BEGIN RECORDED INFORMATION

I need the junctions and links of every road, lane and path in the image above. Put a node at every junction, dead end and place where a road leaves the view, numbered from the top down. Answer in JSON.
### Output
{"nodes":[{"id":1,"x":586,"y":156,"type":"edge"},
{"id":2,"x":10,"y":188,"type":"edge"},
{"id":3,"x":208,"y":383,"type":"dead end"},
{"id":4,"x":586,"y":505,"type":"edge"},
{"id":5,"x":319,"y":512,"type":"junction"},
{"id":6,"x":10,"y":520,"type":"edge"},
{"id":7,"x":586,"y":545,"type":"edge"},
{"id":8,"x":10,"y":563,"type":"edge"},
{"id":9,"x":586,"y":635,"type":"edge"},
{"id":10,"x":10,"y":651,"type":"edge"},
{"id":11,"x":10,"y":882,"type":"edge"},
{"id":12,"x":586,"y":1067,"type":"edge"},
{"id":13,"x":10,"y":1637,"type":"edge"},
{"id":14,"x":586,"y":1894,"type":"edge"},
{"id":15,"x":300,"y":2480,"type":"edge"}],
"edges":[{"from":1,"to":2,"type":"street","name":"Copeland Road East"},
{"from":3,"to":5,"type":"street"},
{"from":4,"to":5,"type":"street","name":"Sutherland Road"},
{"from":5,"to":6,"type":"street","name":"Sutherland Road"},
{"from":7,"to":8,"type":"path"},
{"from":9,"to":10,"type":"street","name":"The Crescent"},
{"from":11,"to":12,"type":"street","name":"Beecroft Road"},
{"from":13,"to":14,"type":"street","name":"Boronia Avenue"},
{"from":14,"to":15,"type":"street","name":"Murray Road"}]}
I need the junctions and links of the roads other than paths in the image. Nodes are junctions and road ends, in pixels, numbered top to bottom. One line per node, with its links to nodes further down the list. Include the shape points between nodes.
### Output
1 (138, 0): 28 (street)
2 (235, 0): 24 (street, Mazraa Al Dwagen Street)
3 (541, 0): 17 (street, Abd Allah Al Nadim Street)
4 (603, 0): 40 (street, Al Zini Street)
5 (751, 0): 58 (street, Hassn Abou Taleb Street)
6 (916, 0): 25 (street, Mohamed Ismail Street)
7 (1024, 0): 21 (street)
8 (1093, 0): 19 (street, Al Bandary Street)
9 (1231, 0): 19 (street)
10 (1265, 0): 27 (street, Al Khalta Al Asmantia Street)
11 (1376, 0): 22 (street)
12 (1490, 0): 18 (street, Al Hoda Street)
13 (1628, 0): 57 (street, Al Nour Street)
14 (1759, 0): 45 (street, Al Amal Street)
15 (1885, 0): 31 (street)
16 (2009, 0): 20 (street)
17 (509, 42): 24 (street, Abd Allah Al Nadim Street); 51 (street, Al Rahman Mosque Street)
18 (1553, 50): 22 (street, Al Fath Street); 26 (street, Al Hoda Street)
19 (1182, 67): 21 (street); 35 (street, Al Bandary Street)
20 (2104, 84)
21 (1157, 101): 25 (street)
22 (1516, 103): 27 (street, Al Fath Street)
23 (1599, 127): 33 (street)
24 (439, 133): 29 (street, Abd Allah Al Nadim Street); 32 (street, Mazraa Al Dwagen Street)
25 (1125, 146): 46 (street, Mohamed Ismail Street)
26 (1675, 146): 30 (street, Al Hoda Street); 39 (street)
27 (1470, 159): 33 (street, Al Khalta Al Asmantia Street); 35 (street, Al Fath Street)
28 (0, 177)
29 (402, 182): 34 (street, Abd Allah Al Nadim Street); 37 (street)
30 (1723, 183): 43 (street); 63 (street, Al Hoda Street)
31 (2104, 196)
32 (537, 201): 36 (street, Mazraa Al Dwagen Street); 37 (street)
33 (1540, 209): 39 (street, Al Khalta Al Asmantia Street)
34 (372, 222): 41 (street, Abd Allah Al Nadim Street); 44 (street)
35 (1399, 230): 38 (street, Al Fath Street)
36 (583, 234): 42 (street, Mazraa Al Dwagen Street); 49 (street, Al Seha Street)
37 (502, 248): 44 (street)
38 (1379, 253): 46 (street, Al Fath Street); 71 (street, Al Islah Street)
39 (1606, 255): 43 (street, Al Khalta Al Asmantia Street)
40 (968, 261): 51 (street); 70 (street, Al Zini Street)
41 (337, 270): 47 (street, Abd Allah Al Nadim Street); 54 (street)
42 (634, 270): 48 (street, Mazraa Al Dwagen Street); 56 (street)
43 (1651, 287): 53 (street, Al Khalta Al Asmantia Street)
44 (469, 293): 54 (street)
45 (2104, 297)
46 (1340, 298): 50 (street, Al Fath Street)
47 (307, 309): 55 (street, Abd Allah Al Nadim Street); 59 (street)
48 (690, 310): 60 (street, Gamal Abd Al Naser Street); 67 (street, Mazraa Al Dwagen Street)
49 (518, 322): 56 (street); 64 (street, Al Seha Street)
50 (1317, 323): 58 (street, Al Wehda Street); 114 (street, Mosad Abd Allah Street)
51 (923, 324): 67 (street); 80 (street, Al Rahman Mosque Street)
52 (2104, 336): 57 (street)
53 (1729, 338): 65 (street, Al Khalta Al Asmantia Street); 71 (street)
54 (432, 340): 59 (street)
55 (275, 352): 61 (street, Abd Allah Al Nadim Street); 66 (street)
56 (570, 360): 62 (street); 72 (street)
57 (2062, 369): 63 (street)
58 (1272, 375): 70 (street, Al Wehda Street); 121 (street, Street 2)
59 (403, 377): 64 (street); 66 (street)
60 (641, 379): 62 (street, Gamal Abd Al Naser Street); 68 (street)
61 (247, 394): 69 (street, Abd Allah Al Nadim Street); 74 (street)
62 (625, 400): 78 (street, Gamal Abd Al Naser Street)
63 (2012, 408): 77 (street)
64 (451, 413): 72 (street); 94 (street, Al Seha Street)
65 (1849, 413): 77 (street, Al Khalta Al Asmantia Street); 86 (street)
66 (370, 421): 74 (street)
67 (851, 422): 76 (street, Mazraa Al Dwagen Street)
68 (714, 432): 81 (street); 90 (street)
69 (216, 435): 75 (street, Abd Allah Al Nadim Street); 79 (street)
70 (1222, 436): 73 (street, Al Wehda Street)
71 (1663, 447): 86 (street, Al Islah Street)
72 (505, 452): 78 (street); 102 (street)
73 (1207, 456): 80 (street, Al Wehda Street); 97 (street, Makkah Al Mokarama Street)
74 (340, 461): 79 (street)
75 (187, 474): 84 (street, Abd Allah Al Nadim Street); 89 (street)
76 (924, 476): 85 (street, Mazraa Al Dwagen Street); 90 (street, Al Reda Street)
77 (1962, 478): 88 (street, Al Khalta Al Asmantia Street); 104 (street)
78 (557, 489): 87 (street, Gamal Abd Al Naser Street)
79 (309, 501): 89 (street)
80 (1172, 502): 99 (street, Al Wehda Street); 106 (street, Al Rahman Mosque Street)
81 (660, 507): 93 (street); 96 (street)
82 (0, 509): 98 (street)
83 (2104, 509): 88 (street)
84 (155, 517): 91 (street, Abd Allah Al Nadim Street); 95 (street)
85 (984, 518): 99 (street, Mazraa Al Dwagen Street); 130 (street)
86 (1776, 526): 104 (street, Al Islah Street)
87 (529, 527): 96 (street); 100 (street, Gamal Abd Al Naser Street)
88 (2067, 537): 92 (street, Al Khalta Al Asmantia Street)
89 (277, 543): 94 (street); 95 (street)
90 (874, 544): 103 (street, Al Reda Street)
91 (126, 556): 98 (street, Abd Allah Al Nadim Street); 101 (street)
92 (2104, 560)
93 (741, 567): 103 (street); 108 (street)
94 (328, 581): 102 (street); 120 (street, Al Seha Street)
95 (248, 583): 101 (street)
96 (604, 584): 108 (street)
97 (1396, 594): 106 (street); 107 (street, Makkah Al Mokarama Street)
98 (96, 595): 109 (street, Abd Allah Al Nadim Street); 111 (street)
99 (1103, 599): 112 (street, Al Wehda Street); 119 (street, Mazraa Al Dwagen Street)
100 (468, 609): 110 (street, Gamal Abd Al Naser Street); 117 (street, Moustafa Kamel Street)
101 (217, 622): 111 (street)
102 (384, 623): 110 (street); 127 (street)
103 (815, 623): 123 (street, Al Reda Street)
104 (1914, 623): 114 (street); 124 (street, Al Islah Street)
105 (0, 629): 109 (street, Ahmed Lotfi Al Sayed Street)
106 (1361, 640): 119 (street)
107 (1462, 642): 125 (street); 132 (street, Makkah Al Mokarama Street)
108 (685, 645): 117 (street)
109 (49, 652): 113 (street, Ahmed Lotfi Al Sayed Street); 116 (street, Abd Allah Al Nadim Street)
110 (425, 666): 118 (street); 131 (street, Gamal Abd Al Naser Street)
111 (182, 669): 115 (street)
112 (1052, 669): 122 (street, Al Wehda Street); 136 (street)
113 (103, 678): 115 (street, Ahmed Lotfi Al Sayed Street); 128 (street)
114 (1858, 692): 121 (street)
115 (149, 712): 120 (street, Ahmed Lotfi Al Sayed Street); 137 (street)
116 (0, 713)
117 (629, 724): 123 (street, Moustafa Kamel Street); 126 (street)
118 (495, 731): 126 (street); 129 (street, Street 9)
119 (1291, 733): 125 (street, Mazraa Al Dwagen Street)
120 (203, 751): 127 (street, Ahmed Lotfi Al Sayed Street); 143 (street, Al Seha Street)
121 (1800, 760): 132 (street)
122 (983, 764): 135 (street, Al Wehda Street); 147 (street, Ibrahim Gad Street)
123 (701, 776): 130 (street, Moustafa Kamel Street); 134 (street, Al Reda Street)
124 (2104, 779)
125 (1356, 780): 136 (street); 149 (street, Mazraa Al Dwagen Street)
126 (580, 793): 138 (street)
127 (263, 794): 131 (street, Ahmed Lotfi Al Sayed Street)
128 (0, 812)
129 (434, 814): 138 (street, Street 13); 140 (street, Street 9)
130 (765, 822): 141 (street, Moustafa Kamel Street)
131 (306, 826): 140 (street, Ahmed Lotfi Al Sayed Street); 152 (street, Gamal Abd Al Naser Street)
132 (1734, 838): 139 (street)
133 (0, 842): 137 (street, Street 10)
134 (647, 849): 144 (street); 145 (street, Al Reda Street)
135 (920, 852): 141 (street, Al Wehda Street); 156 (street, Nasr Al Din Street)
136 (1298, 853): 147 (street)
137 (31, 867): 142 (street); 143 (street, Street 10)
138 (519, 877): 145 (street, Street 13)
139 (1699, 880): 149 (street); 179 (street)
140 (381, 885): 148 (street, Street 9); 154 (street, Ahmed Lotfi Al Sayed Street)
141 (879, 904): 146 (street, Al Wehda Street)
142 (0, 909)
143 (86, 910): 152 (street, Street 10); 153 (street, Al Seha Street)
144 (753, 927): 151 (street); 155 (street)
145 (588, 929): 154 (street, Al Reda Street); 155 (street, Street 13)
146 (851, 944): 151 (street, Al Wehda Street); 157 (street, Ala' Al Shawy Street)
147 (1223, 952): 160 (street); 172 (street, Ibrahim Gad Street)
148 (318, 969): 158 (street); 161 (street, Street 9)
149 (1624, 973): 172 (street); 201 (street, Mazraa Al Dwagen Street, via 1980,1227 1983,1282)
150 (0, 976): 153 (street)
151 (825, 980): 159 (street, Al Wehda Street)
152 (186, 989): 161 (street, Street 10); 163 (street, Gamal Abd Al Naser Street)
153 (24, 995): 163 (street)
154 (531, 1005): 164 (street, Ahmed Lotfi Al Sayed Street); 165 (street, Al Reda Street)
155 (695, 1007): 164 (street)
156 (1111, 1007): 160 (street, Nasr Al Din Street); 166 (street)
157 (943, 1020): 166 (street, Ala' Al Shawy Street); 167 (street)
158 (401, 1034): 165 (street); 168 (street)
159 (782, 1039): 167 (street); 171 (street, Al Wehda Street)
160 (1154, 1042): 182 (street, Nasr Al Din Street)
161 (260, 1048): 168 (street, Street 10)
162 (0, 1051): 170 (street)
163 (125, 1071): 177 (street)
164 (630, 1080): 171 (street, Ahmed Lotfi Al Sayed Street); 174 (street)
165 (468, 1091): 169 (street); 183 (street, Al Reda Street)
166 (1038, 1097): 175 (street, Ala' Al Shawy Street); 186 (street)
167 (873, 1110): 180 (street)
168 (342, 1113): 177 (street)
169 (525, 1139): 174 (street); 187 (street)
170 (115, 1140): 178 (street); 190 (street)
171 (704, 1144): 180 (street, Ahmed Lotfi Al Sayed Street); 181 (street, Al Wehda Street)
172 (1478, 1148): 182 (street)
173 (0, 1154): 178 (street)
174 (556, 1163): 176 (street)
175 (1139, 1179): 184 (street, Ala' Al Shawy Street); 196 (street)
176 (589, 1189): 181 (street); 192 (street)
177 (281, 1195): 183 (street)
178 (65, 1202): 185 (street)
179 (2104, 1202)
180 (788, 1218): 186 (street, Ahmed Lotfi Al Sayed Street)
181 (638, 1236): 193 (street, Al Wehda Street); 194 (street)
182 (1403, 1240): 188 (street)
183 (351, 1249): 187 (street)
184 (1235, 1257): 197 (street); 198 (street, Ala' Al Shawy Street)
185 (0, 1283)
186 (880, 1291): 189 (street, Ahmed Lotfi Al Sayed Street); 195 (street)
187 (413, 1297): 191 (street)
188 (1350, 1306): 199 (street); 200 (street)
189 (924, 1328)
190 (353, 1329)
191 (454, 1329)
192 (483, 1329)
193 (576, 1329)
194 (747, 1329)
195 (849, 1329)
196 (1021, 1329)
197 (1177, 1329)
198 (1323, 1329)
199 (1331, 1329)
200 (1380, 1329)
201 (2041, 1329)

END RECORDED INFORMATION

**WHAT IS BEING ASKED**: List every line above containing the word "Gamal".

**SOLUTION**:
48 (690, 310): 60 (street, Gamal Abd Al Naser Street); 67 (street, Mazraa Al Dwagen Street)
60 (641, 379): 62 (street, Gamal Abd Al Naser Street); 68 (street)
62 (625, 400): 78 (street, Gamal Abd Al Naser Street)
78 (557, 489): 87 (street, Gamal Abd Al Naser Street)
87 (529, 527): 96 (street); 100 (street, Gamal Abd Al Naser Street)
100 (468, 609): 110 (street, Gamal Abd Al Naser Street); 117 (street, Moustafa Kamel Street)
110 (425, 666): 118 (street); 131 (street, Gamal Abd Al Naser Street)
131 (306, 826): 140 (street, Ahmed Lotfi Al Sayed Street); 152 (street, Gamal Abd Al Naser Street)
152 (186, 989): 161 (street, Street 10); 163 (street, Gamal Abd Al Naser Street)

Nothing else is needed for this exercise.